- **Task details**:
From the records below, pull each line that has "nodes".

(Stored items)
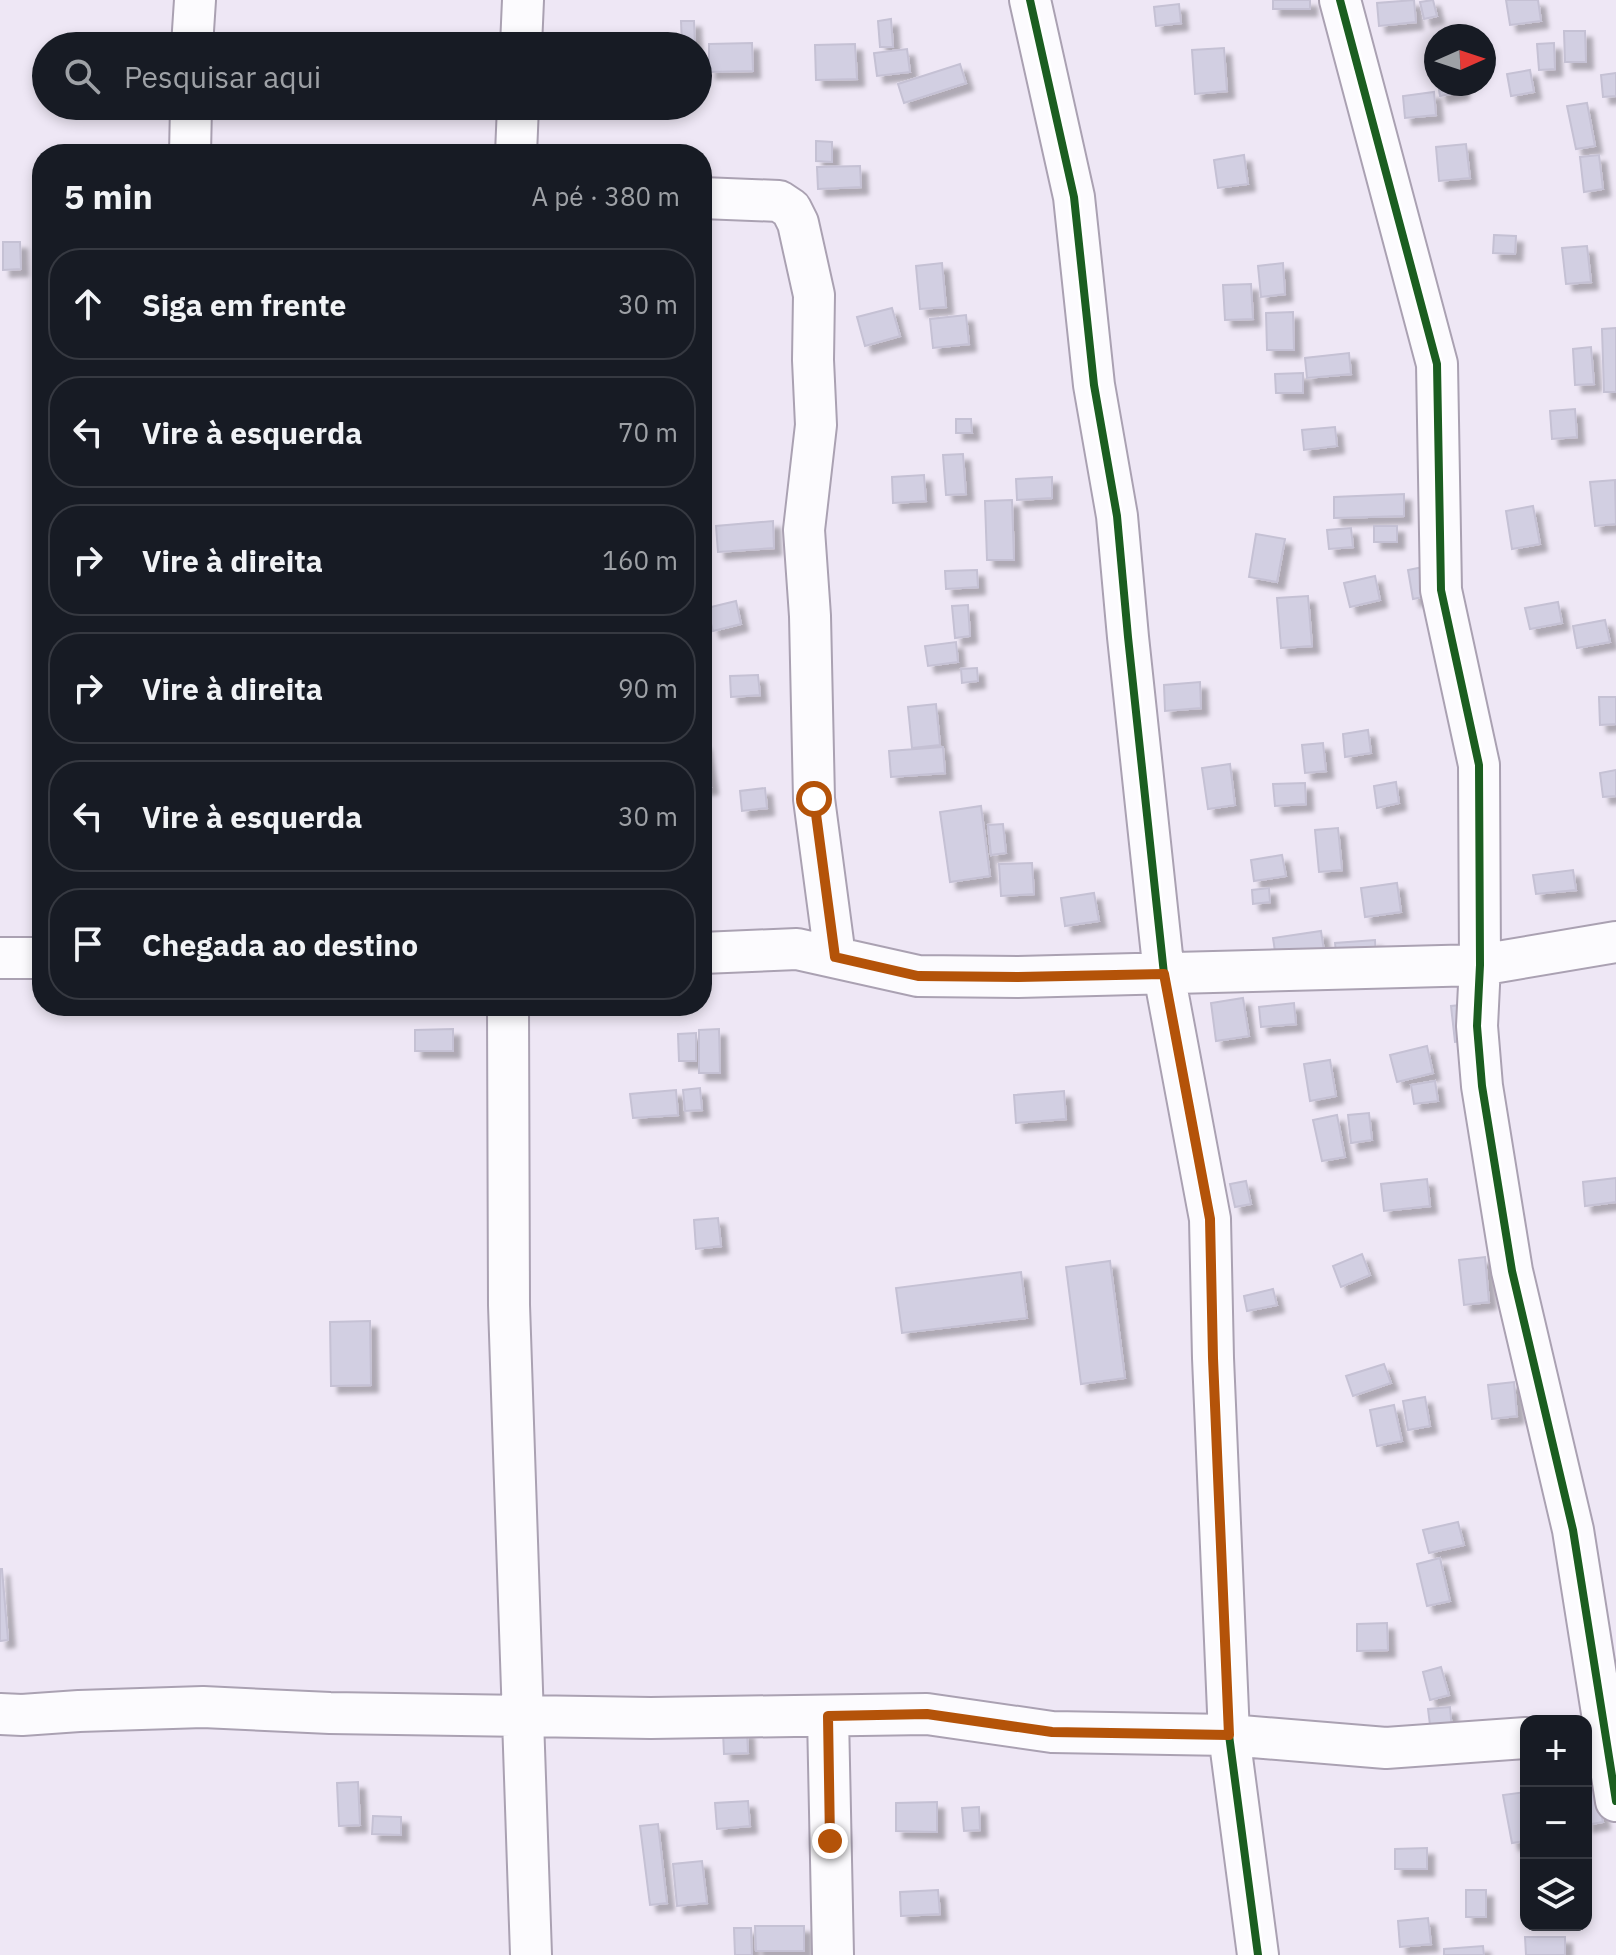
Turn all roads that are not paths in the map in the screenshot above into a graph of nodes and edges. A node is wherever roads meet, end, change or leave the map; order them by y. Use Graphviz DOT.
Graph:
graph roads {
  1 [pos="195,0"];
  2 [pos="523,0"];
  3 [pos="1030,0"];
  4 [pos="1340,0"];
  5 [pos="193,32"];
  6 [pos="522,32"];
  7 [pos="191,120"];
  8 [pos="517,120"];
  9 [pos="190,144"];
  10 [pos="516,144"];
  11 [pos="712,198"];
  12 [pos="1616,942"];
  13 [pos="712,953"];
  14 [pos="835,957"];
  15 [pos="0,958"];
  16 [pos="32,958"];
  17 [pos="1480,965"];
  18 [pos="1164,974"];
  19 [pos="508,1016"];
  20 [pos="0,1714"];
  21 [pos="522,1716"];
  22 [pos="828,1716"];
  23 [pos="1602,1732"];
  24 [pos="1229,1735"];
  25 [pos="1520,1738"];
  26 [pos="1616,1801"];
  27 [pos="531,1955"];
  28 [pos="833,1955"];
  29 [pos="1258,1955"];
  1 -- 5 [label="street"];
  2 -- 6 [label="street"];
  3 -- 18 [label="street"];
  4 -- 17 [label="street"];
  7 -- 9 [label="street"];
  8 -- 10 [label="street"];
  11 -- 14 [label="street"];
  12 -- 17 [label="street"];
  13 -- 14 [label="street"];
  14 -- 18 [label="street"];
  15 -- 16 [label="street"];
  17 -- 18 [label="street"];
  17 -- 23 [label="street"];
  18 -- 24 [label="street"];
  19 -- 21 [label="street"];
  20 -- 21 [label="street"];
  21 -- 22 [label="street"];
  21 -- 27 [label="street"];
  22 -- 24 [label="street"];
  22 -- 28 [label="street"];
  23 -- 26 [label="street"];
  24 -- 25 [label="street"];
  24 -- 29 [label="street"];
}
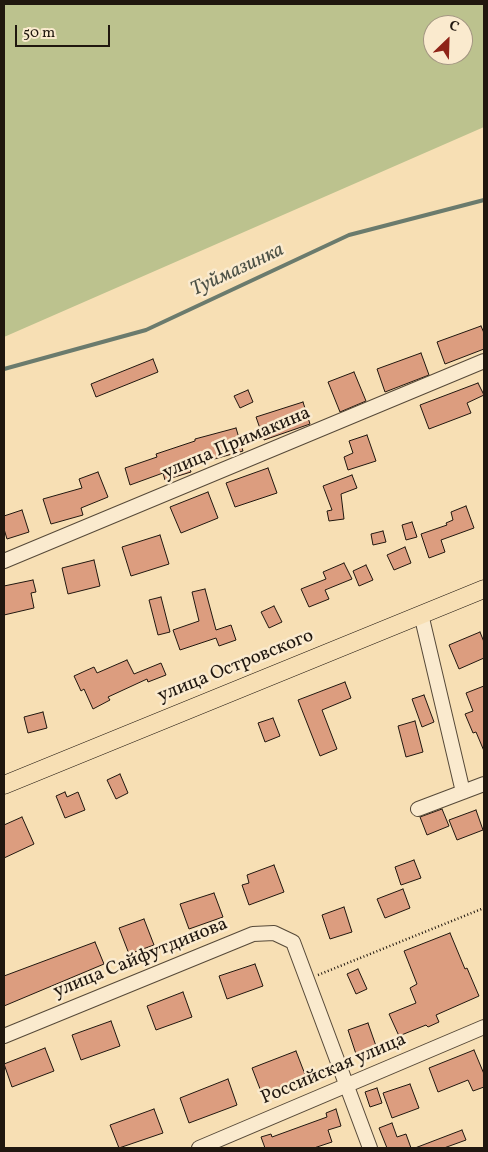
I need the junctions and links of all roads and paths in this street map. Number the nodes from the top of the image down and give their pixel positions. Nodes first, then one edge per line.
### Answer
1 (484, 361) edge
2 (4, 561) edge
3 (484, 589) edge
4 (422, 614) junction
5 (484, 784) edge
6 (4, 786) edge
7 (462, 792) junction
8 (418, 809) dead end
9 (484, 908) edge
10 (308, 980) junction
11 (484, 1028) edge
12 (4, 1036) edge
13 (346, 1086) junction
14 (199, 1148) edge
15 (370, 1148) edge

1 - 2 street, улица Примакина
3 - 4 main road, улица Островского
4 - 6 main road, улица Островского
4 - 7 street
5 - 7 street
7 - 8 street
9 - 10 path
10 - 12 street, улица Сайфутдинова
10 - 13 street
11 - 13 street, Российская улица
13 - 14 street, Российская улица
13 - 15 street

- **Answer box**:
Turn all roads that are not paths in the map in the screenshot above into a graph of nodes and edges. A node is wherever roads meet, end, change or leave the map; order them by y. Use Graphviz DOT.
I need the junctions and links of all roads and paths in this street map. Number the nodes from the top of the image down and give their pixel positions. Nodes first, then one edge per line.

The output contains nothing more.